> Marcys J. Ranus Writes:
>
> > Really, one shouldn't be connected in the first place without
> > having already done all that stuff. You only run into the problem of
> > having users complaining that things have changed if you did it wrong
> > the first time.
>
Greg Woods writes:
> I am not trying to start a flame war here, just pointing out that
> you can also get into the problem of having to force users to accept
> changes due to circumstances completely beyond your control, such
> as, the net has changed a lot since we first hooked up. And therefore,
> discussing how to break changes to users is an appropriate subject
> for potential firewall administrators to discuss and the fact that
> it is necessary to discuss it does not necessarily indicate poor planning
> or incompetence on the part of those administrators.
>
No matter what you do to your firewall, it will never be perfect.
There are always going to be things that will need to get changed as
more and newer threats/bugs show up.
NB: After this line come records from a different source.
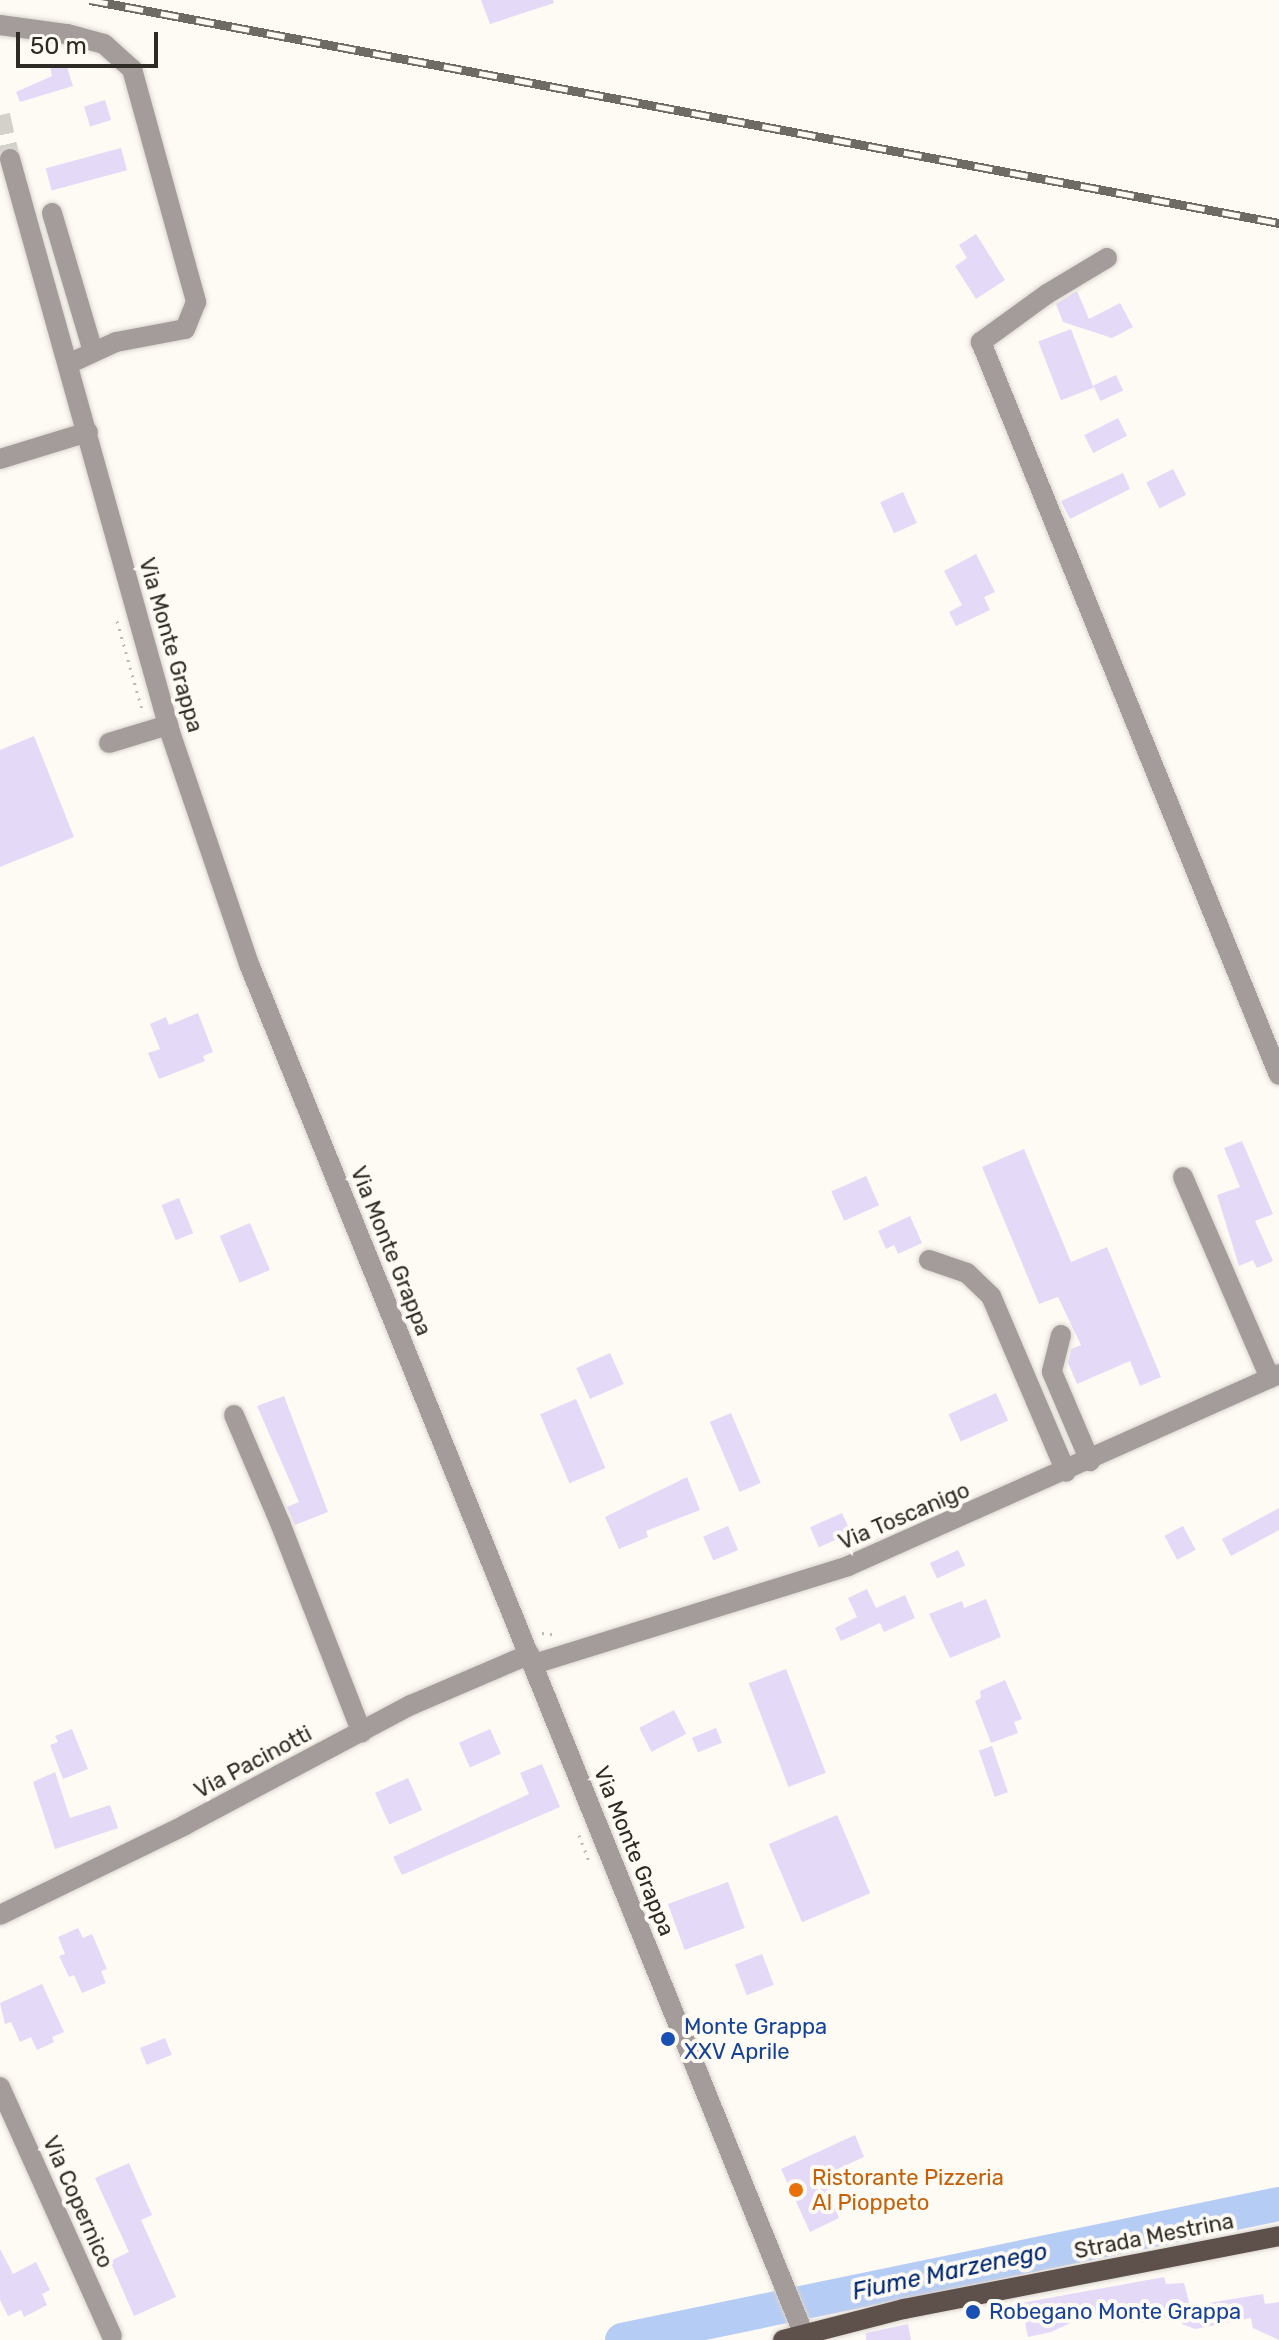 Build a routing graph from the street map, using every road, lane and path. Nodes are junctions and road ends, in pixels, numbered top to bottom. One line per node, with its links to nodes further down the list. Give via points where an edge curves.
1 (0, 25): 5 (street, via 104,44 132,69 196,302 185,329)
2 (10, 159): 6 (street, Via Monte Grappa)
3 (52, 213): 5 (street)
4 (1107, 258): 11 (street, via 981,342)
5 (93, 351): 6 (street)
6 (68, 364): 7 (street, Via Monte Grappa)
7 (88, 432): 8 (street); 9 (street, Via Monte Grappa)
8 (0, 459)
9 (168, 725): 10 (street); 19 (street, Via Monte Grappa, via 249,964)
10 (109, 743)
11 (1279, 1075)
12 (1183, 1177): 15 (street)
13 (929, 1260): 18 (street, via 967,1273 991,1296)
14 (1061, 1335): 17 (street, via 1052,1372)
15 (1274, 1376): 17 (street, Via Toscanigo)
16 (234, 1415): 20 (street)
17 (1090, 1461): 18 (street, Via Toscanigo)
18 (1066, 1472): 19 (street, Via Toscanigo, via 848,1566)
19 (532, 1659): 20 (street, Via Pacinotti, via 411,1705); 24 (street, Via Monte Grappa)
20 (362, 1733): 21 (street, Via Pacinotti)
21 (0, 1915)
22 (0, 2087): 25 (street, Via Copernico)
23 (1279, 2236): 24 (main road, Strada Mestrina)
24 (802, 2330): 26 (main road, Strada Mestrina)
25 (112, 2336)
26 (783, 2340) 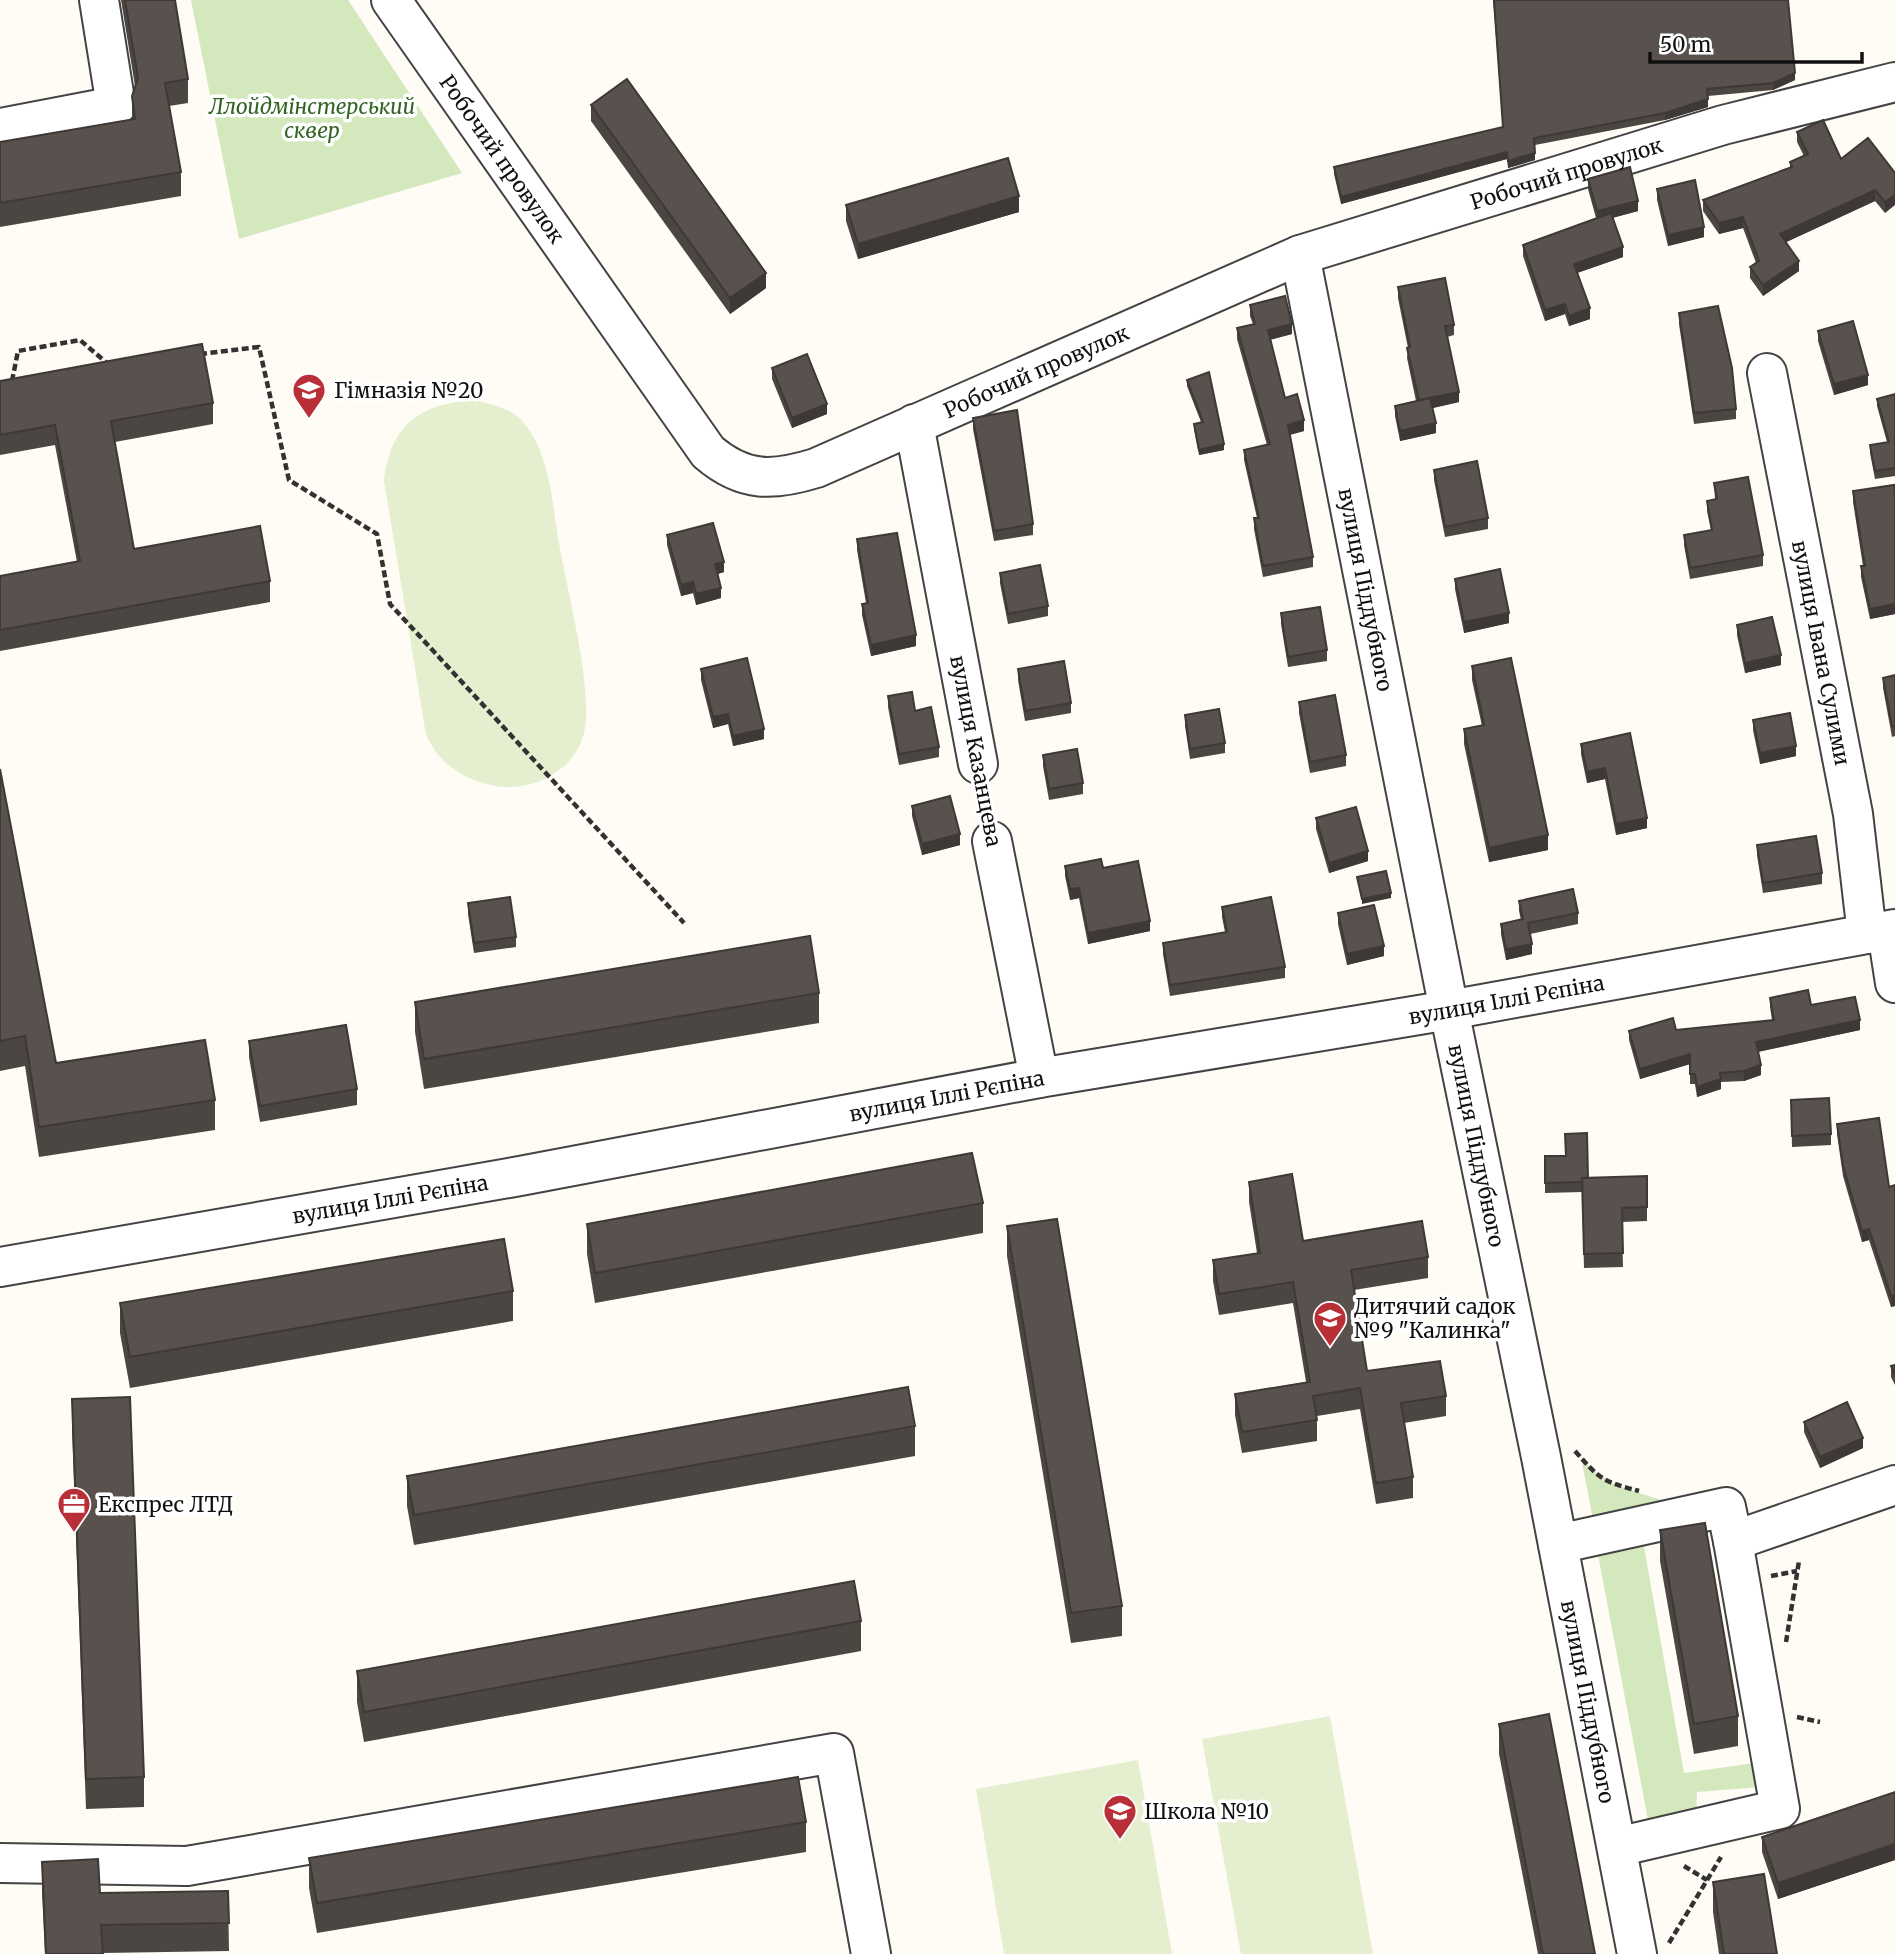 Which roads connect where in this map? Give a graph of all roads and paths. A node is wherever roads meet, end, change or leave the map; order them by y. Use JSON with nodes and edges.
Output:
{"nodes":[{"id":1,"x":99,"y":0,"type":"edge"},
{"id":2,"x":391,"y":0,"type":"edge"},
{"id":3,"x":1895,"y":82,"type":"edge"},
{"id":4,"x":0,"y":128,"type":"edge"},
{"id":5,"x":1300,"y":256,"type":"junction"},
{"id":6,"x":190,"y":355,"type":"edge"},
{"id":7,"x":122,"y":362,"type":"edge"},
{"id":8,"x":1767,"y":373,"type":"dead end"},
{"id":9,"x":0,"y":386,"type":"edge"},
{"id":10,"x":914,"y":424,"type":"junction"},
{"id":11,"x":978,"y":764,"type":"dead end"},
{"id":12,"x":992,"y":841,"type":"dead end"},
{"id":13,"x":684,"y":923,"type":"dead end"},
{"id":14,"x":1883,"y":931,"type":"edge"},
{"id":15,"x":1895,"y":983,"type":"edge"},
{"id":16,"x":1449,"y":1010,"type":"junction"},
{"id":17,"x":1039,"y":1078,"type":"junction"},
{"id":18,"x":0,"y":1267,"type":"edge"},
{"id":19,"x":1568,"y":1443,"type":"dead end"},
{"id":20,"x":1895,"y":1485,"type":"edge"},
{"id":21,"x":1646,"y":1493,"type":"dead end"},
{"id":22,"x":1733,"y":1541,"type":"junction"},
{"id":23,"x":1558,"y":1544,"type":"junction"},
{"id":24,"x":1745,"y":1818,"type":"junction"},
{"id":25,"x":1617,"y":1847,"type":"junction"},
{"id":26,"x":0,"y":1863,"type":"edge"},
{"id":27,"x":1653,"y":1949,"type":"edge"},
{"id":28,"x":871,"y":1954,"type":"edge"}],
"edges":[{"from":1,"to":4,"type":"street"},
{"from":2,"to":10,"type":"street","name":"Робочий провулок"},
{"from":3,"to":5,"type":"street","name":"Робочий провулок"},
{"from":5,"to":10,"type":"street","name":"Робочий провулок"},
{"from":5,"to":16,"type":"street","name":"вулиця Піддубного"},
{"from":6,"to":13,"type":"path"},
{"from":7,"to":9,"type":"path"},
{"from":8,"to":14,"type":"street","name":"вулиця Івана Сулими"},
{"from":10,"to":11,"type":"street","name":"вулиця Казанцева"},
{"from":12,"to":17,"type":"street","name":"вулиця Казанцева"},
{"from":14,"to":15,"type":"street","name":"вулиця Івана Сулими"},
{"from":14,"to":16,"type":"street","name":"вулиця Іллі Рєпіна"},
{"from":16,"to":17,"type":"street","name":"вулиця Іллі Рєпіна"},
{"from":16,"to":23,"type":"street","name":"вулиця Піддубного"},
{"from":17,"to":18,"type":"street","name":"вулиця Іллі Рєпіна"},
{"from":19,"to":21,"type":"path"},
{"from":20,"to":22,"type":"street"},
{"from":22,"to":23,"type":"street"},
{"from":22,"to":24,"type":"street"},
{"from":23,"to":25,"type":"street","name":"вулиця Піддубного"},
{"from":24,"to":25,"type":"street"},
{"from":24,"to":27,"type":"path"},
{"from":25,"to":27,"type":"street","name":"вулиця Піддубного"},
{"from":26,"to":28,"type":"street"}]}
My personal tack on the
matter of changes has been to notify my users that a problem
exists, and that my change is being made to solve a problem.
If users don't like it, then they need to accept the risks, or
convince their management to accept the risks.
Ususally telling a manager that they will have to allocate X users
for Y hours, with Z hours of overtime to repair the damage usually
solves that problem. (Or... promising to quit if the @#$% hits the
fan because of their poor decisions after you informed them of the
right thing to do.)
>>>>>>>Ericw
|
|